I have mad love for David Levithan and have read his last few books. To be honest, I prefer the ones he writes solo as I love his voice. Two Boys Kissing was one I entered with trepidation. I am an emotional reader and I knew this would be a heartfelt journey. David has a gift for capturing human emotions, fears, failures and triumphs. He captured all of this and more in this beautiful tale. Three word review: beautiful, honest and filled with life lessons.
The tale is narrated by “a Greek Chorus” of gay men from the generation lost to AIDS. Their generation was a time of rebellion, fear, anger and loss, but they helped pave the way for the society we have today. While we still have work to do as a whole, each day we make new strides towards equality and acceptance. Through the chorus, David takes us into the lives of several young, adolescent gay boys. His characters, Harry and Craig, two seventeen year old boys, set out to break the Guinness World Record by kissing for thirty-two hours. The tale that unfolds shows both the ugly and beautiful side of growing up different. From first love to family rejection, David weaves us in and out of the lives of some remarkable young men who are just trying to find their piece of happy.

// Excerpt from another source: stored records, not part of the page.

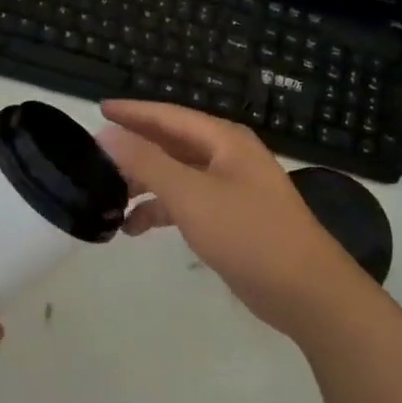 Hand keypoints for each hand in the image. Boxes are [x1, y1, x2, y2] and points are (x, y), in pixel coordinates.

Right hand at [98, 100, 373, 338]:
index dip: (132, 112)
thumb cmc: (249, 234)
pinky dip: (161, 210)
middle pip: (171, 143)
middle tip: (95, 156)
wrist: (307, 292)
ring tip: (107, 196)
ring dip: (145, 183)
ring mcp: (231, 188)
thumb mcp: (191, 195)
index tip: (98, 110)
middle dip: (134, 149)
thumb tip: (106, 134)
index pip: (168, 116)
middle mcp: (227, 157)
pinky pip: (187, 202)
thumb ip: (147, 162)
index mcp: (223, 140)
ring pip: (177, 174)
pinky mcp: (231, 219)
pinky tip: (134, 228) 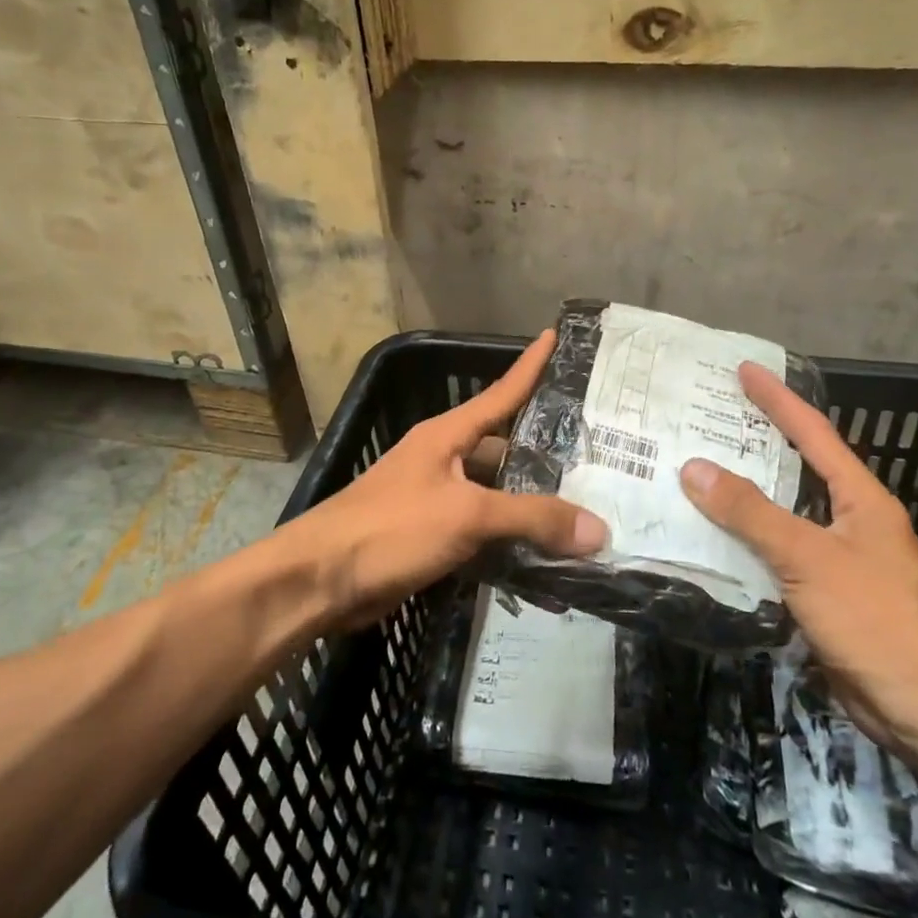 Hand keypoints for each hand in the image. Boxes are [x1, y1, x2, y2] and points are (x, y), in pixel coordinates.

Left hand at [299, 330, 607, 627]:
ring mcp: (435, 498)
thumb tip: (598, 529)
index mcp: (447, 435)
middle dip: (545, 449)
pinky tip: (543, 547)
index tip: (555, 336)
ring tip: (583, 502)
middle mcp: (443, 458)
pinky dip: (511, 535)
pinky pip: (482, 529)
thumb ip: (532, 518)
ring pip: (495, 491)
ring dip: (530, 499)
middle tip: (597, 451)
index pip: (500, 392)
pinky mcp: (431, 536)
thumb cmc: (391, 528)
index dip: (530, 365)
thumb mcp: (467, 514)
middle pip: (503, 446)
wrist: (319, 581)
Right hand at [679, 362, 917, 738]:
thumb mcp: (807, 556)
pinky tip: (715, 539)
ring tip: (701, 474)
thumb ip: (750, 512)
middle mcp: (852, 520)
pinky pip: (778, 554)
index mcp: (861, 499)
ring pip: (784, 514)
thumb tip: (694, 468)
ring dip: (747, 496)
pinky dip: (748, 541)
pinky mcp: (826, 595)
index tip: (746, 370)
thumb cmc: (872, 617)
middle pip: (799, 469)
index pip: (814, 434)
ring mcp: (840, 559)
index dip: (779, 400)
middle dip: (759, 443)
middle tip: (713, 420)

The characters in Two Boys Kissing are flawed, beautiful, emotional, lost, and hopeful. They will tug at your heart-strings as they share their lives with you. Their issues are easily identifiable and while they struggle with acceptance this tale could easily be about a fat girl, a child with a speech impediment, a black boy at an all white school. David skillfully peels back the layers to these boys exposing their desires, fears and most of all their capacity to love and need to be loved. Each boy we meet has his own voice and I connected with them. I felt anger at the injustices and unnecessary hurts they encountered. The voice of the “Greek Chorus” was interesting. They were observing the boys along with us. Imagine if you will a bunch of men gathered around a television giving advice to a football team. The football team cannot hear them, but they shout advice, yell, “go for it” and reminisce about the good old days when they played the game. I found this voice to be unique, it allowed David to tell a story within a story, and offer insight in a show not tell way. It took a little bit for me to adjust to these voices, and separate them from the story, so go with it in the beginning.
Two Boys Kissing delivers a powerful message of love, hope and faith. Without preaching the author shows us both sides from the families themselves to the community. Some of the hatred they face for being themselves is cruel. We feel their helplessness, their anger but more than that we feel their need for acceptance and love. Some of the events were based on true events. I recommend you read David’s message in the back of the book. Levithan has written a powerful, inspirational, story in an non-accusatory way that delivers hope to young men and woman. His message is for those who are feeling lost, seeking acceptance, and are fearful of rejection. He does this all while shedding light to the outsider (the straight child, the parent of a gay son, the grandmother who thinks it’s a choice) making these boys more than just a label. I laughed, I cried, I became angry and I prayed as the story unfolded. David allowed me to mingle in the crowd, feel the emotions from all sides and race to that bridge as my heart pounded. I consumed this in one sitting and cannot wait to share it with others.
Two Boys Kissing is a powerful story and in a perfect world it would be a part of every high school’s reading curriculum. Once again David Levithan has amazed me with his voice.